This year during the season of Advent through Christmas and New Year’s Eve we are looking at some of the Old Testament prophecies concerning the coming Messiah, including the promise to Adam and Eve, to Abraham, to David as well as His birth place, His travel to Egypt, and finding the New Testament passages that confirm their fulfillment in our Savior, Christ Jesus.

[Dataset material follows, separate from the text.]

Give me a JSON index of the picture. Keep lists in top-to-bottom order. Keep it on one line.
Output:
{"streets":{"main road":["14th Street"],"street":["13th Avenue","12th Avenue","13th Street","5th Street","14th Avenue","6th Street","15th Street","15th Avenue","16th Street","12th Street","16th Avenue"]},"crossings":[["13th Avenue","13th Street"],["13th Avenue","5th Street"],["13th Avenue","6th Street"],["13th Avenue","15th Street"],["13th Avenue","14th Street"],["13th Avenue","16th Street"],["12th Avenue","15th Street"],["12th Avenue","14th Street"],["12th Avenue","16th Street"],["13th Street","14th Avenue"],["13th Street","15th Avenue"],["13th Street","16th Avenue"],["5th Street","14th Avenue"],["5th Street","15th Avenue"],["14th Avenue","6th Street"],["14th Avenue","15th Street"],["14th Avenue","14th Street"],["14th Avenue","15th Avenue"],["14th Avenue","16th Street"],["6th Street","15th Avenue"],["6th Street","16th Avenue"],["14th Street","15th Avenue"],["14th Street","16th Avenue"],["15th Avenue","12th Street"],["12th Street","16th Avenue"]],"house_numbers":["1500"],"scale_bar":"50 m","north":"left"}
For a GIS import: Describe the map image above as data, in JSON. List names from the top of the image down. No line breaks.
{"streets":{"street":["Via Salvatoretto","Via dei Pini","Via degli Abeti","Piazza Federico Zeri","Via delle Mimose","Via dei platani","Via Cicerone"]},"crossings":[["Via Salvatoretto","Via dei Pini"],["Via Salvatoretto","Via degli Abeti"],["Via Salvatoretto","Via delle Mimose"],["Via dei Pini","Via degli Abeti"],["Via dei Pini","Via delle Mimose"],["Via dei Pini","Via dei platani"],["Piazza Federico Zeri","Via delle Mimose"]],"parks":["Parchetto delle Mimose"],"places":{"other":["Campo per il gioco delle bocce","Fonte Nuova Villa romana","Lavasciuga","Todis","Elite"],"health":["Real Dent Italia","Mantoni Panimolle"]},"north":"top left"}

Today we are again reminded of our need for forgiveness because of the sin of Adam and Eve and the curse of our world. We need this constant reminder of our need for forgiveness and we actually need the history of our need for forgiveness because too many in our world today actually think they are good people and do not understand our need for forgiveness. Thus, we begin with Adam and Eve. God created a perfect world and a perfect man and woman, Adam and Eve. He placed them in a perfect Garden and gave them work to do to care for the Garden and in order to give them an opportunity to respond to all His gifts He gave them one Law, to not eat from the fruit in the middle of the Garden. Of course, we know that history as we have rehearsed it from time to time, and as we are doing so during this Advent season, they sinned through their disobedience by eating the fruit and so their sin is passed on to us all so that we are all conceived and born in sin (what we call original sin).
God’s curse was death, the body would grow old and die a physical death, but worse, unless He stepped in there would be an eternal death in hell, which He had created for the rebellious angel Lucifer. And the world was cursed so that there would be difficulty in work, including thorns and sweat, painful labor, times of struggles and troubles.
And yet, because of His great love for His creation and for us, God promised a Savior, One who would bear the price of the sin of death and bring forgiveness in order to reconcile man with God, that is in order to bring back that original perfect relationship between God and man.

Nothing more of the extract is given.